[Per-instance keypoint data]
# # # # #

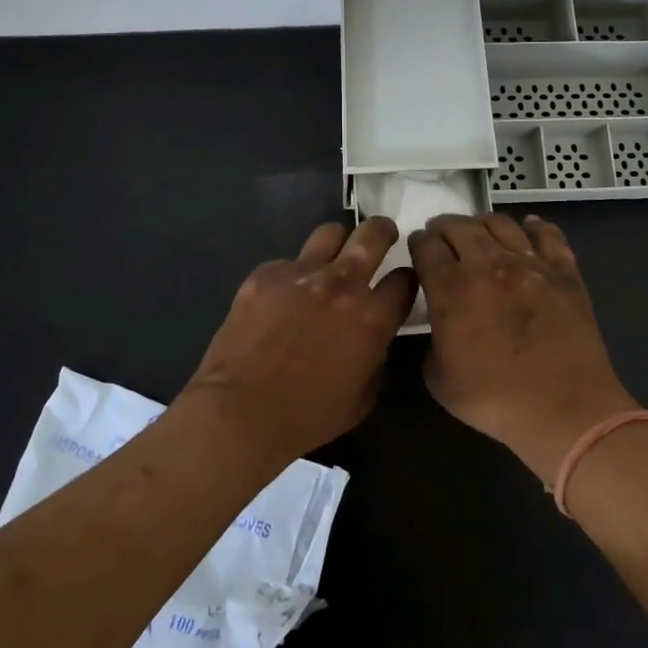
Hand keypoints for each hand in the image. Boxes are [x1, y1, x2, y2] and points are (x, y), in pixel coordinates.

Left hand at [182, 217, 415, 466]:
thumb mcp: (362, 398)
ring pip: (330, 233)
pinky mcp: (265, 274)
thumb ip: (376, 357)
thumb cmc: (307, 417)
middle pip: (374, 234)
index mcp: (371, 318)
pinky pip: (286, 263)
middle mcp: (341, 284)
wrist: (240, 412)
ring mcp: (301, 273)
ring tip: (330, 260)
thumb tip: (372, 338)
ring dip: (337, 245)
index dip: (407, 280)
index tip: (400, 284)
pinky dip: (291, 276)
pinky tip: (279, 300)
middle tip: (381, 237)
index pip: (405, 279)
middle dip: (383, 231)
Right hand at [410, 213, 641, 483]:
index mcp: (452, 289)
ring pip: (500, 223)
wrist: (565, 410)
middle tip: (440, 233)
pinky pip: (549, 235)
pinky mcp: (564, 271)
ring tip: (477, 229)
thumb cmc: (496, 400)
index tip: (417, 245)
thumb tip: (440, 323)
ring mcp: (530, 264)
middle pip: (459, 227)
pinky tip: (530, 226)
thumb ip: (431, 341)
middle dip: (443, 226)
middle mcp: (488, 265)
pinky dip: (536, 226)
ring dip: (481, 222)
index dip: (418, 242)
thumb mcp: (439, 380)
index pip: (426, 247)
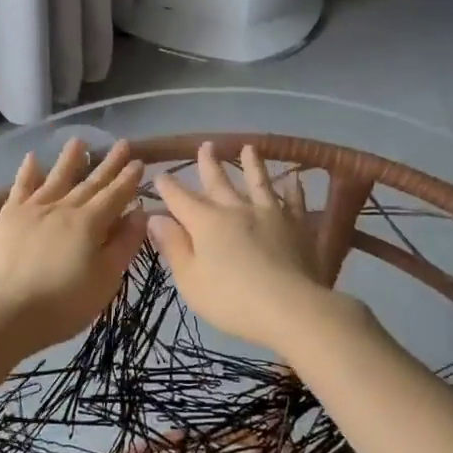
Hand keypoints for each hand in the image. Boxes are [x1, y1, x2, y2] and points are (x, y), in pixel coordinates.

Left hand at [0, 138, 146, 358]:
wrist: (5, 312)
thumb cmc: (63, 304)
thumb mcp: (106, 280)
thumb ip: (124, 244)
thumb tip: (139, 213)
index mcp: (91, 223)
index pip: (116, 195)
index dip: (129, 179)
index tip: (140, 161)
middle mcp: (64, 207)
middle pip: (91, 182)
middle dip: (109, 164)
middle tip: (123, 144)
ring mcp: (33, 209)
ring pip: (57, 177)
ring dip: (70, 159)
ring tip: (80, 140)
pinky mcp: (8, 217)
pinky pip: (20, 187)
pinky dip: (28, 171)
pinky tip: (33, 158)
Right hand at [148, 143, 333, 349]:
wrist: (289, 307)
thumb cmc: (231, 299)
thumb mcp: (190, 280)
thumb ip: (173, 246)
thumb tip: (155, 218)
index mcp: (206, 222)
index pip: (180, 199)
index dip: (168, 187)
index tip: (160, 174)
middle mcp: (236, 209)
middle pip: (219, 182)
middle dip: (209, 164)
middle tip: (205, 145)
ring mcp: (270, 214)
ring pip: (259, 182)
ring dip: (252, 164)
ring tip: (249, 147)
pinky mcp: (297, 226)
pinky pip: (294, 202)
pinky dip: (293, 190)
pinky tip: (294, 181)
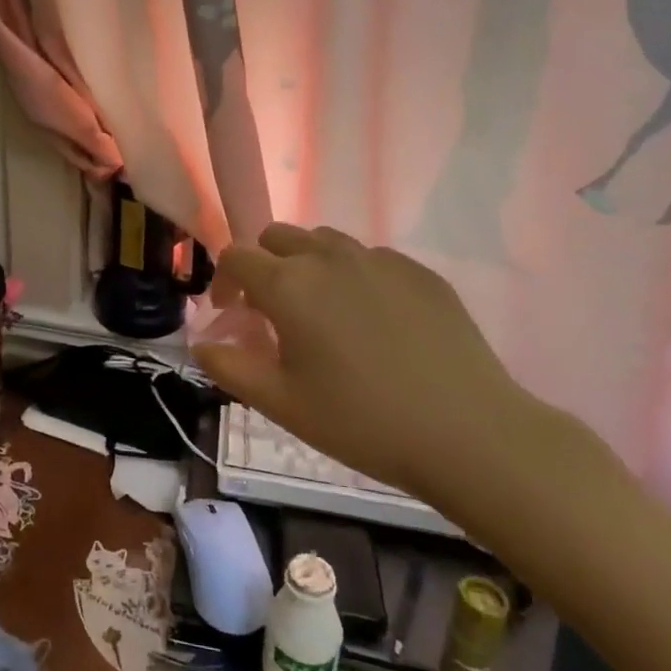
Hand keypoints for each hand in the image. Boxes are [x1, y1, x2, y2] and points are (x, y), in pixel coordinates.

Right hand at [192, 224, 553, 515]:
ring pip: (325, 242)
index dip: (224, 282)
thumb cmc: (362, 421)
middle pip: (278, 237)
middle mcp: (328, 258)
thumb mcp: (281, 404)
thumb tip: (201, 343)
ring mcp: (379, 260)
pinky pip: (370, 259)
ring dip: (309, 265)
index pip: (236, 256)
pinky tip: (374, 322)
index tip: (232, 316)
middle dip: (265, 265)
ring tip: (324, 313)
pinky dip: (355, 277)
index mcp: (288, 285)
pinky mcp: (420, 272)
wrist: (470, 434)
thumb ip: (229, 367)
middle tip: (275, 313)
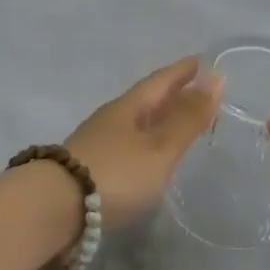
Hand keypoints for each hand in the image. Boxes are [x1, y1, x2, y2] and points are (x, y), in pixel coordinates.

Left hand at [65, 57, 222, 227]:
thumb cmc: (115, 173)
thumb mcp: (160, 147)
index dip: (183, 71)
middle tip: (197, 89)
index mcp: (129, 106)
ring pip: (136, 122)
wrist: (54, 208)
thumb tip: (216, 76)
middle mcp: (112, 118)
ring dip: (158, 119)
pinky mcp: (90, 168)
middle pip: (147, 99)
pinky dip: (146, 142)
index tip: (202, 60)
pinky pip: (127, 144)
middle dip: (172, 93)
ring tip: (179, 122)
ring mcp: (98, 142)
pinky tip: (149, 156)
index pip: (161, 80)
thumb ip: (187, 118)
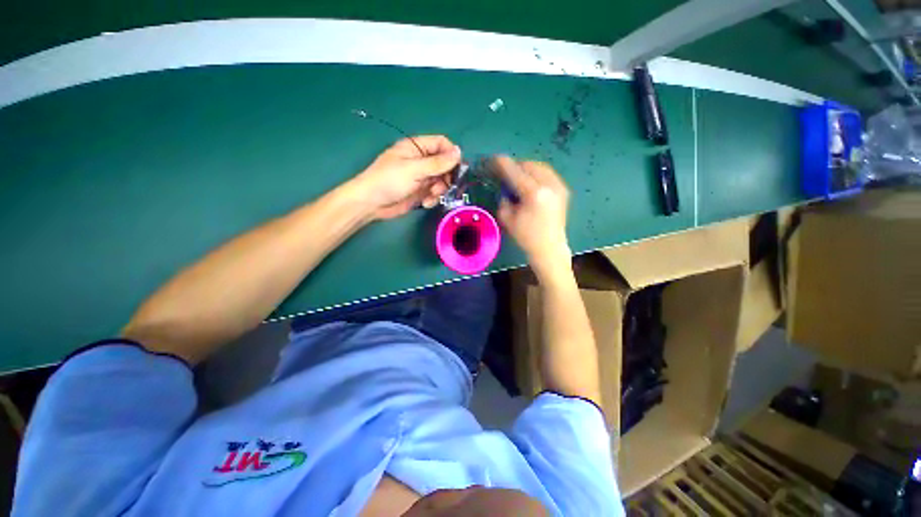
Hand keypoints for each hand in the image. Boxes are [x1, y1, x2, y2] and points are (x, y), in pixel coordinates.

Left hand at [350, 135, 461, 219]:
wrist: (371, 204)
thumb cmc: (389, 180)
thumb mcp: (415, 169)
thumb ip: (438, 163)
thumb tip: (459, 152)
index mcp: (417, 147)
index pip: (441, 144)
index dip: (451, 155)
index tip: (457, 169)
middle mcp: (421, 160)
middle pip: (444, 164)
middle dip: (446, 177)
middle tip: (444, 186)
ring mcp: (421, 177)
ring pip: (441, 181)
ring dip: (439, 190)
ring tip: (431, 196)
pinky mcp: (420, 191)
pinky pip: (434, 193)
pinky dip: (432, 198)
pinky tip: (425, 203)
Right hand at [493, 156, 571, 275]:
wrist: (549, 247)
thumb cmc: (526, 236)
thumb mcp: (507, 218)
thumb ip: (504, 198)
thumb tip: (505, 187)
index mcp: (533, 193)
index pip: (515, 172)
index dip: (503, 164)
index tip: (495, 159)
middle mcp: (549, 185)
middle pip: (529, 165)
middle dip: (516, 165)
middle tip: (506, 171)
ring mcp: (558, 187)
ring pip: (540, 167)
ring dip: (527, 168)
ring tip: (518, 175)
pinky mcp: (563, 190)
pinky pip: (548, 174)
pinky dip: (537, 173)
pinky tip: (531, 182)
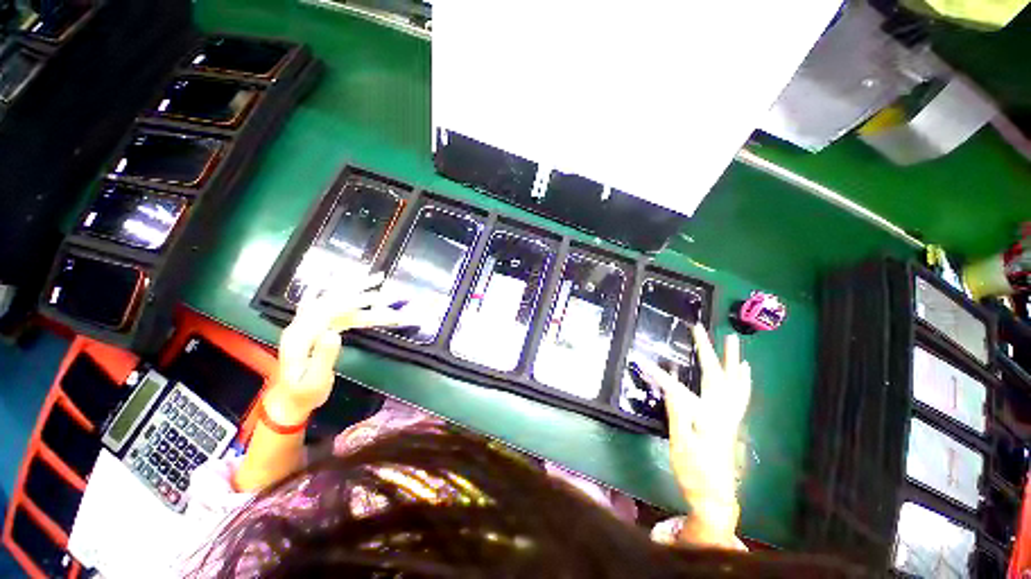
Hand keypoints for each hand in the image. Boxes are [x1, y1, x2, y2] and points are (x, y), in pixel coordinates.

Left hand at [265, 272, 406, 425]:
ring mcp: (308, 325)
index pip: (327, 311)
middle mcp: (301, 324)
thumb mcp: (313, 382)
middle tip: (379, 278)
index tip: (376, 297)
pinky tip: (341, 281)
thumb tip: (334, 333)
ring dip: (354, 288)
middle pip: (331, 299)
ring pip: (333, 300)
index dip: (352, 302)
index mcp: (299, 336)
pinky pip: (330, 306)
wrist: (288, 401)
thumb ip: (322, 357)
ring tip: (375, 278)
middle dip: (356, 288)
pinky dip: (339, 292)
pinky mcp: (316, 328)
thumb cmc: (303, 394)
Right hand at [632, 325, 751, 544]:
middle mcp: (722, 412)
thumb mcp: (680, 444)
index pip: (678, 389)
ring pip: (734, 383)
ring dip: (732, 360)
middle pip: (716, 376)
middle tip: (699, 330)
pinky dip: (743, 380)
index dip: (658, 375)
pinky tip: (744, 371)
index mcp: (707, 417)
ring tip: (733, 341)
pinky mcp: (731, 423)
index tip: (641, 362)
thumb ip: (678, 413)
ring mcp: (730, 417)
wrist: (715, 498)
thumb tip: (671, 386)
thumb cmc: (694, 472)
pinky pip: (741, 395)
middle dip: (707, 351)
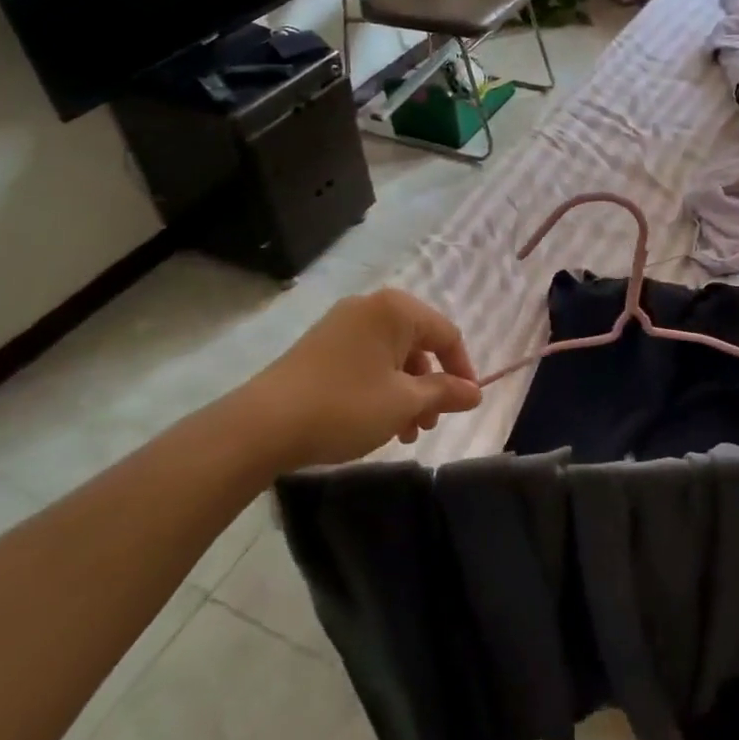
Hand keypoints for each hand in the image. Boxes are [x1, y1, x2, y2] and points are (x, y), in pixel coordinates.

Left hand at [229, 289, 481, 472]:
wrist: (263, 425)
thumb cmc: (346, 406)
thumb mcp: (404, 403)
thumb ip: (444, 393)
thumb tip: (475, 392)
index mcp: (396, 310)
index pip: (447, 334)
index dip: (462, 370)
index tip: (466, 404)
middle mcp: (370, 307)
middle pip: (418, 344)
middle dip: (430, 386)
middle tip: (429, 423)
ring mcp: (342, 324)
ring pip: (392, 356)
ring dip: (406, 392)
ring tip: (404, 432)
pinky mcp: (321, 345)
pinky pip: (367, 360)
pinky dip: (381, 387)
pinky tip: (377, 422)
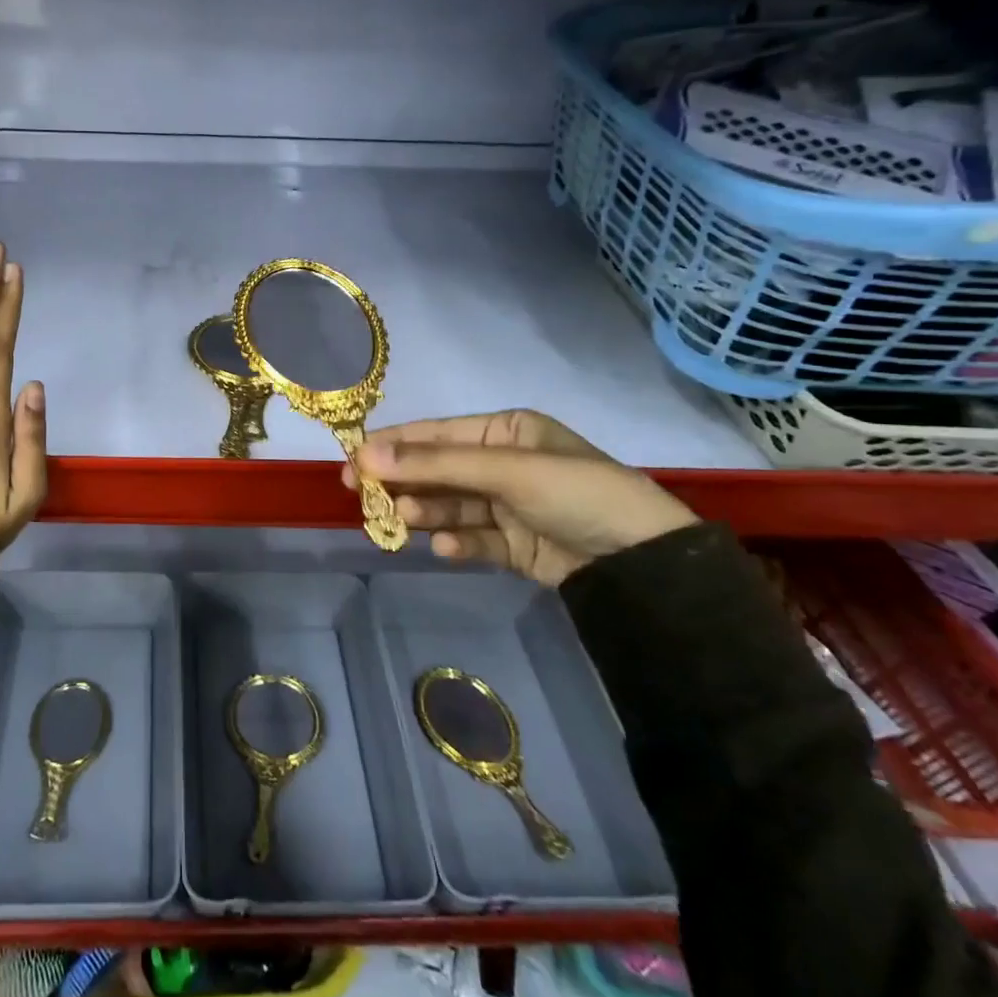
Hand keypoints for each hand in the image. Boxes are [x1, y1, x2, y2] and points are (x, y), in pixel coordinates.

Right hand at [343, 410, 696, 586]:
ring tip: (403, 522)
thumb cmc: (576, 493)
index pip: (436, 434)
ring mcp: (510, 507)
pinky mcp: (517, 546)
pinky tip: (448, 549)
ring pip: (451, 507)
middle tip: (363, 498)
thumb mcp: (505, 470)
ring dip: (426, 513)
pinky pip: (475, 539)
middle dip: (404, 484)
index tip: (351, 463)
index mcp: (506, 431)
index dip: (392, 447)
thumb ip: (434, 464)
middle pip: (439, 472)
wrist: (647, 564)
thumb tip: (363, 455)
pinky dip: (458, 543)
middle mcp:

# # # # #

→ **WHAT IS BEING ASKED**
Your answer must be the line holding "index mcp: (506, 431)" and every later line of the entries above, written out exactly, and nothing else.

→ **TASK ANSWER**
index mcp: (506, 431)
index dip: (392, 447)
thumb ip: (434, 464)
middle pip: (439, 472)
wrist: (647, 564)
thumb tip: (363, 455)
pinky dip: (458, 543)
middle mcp:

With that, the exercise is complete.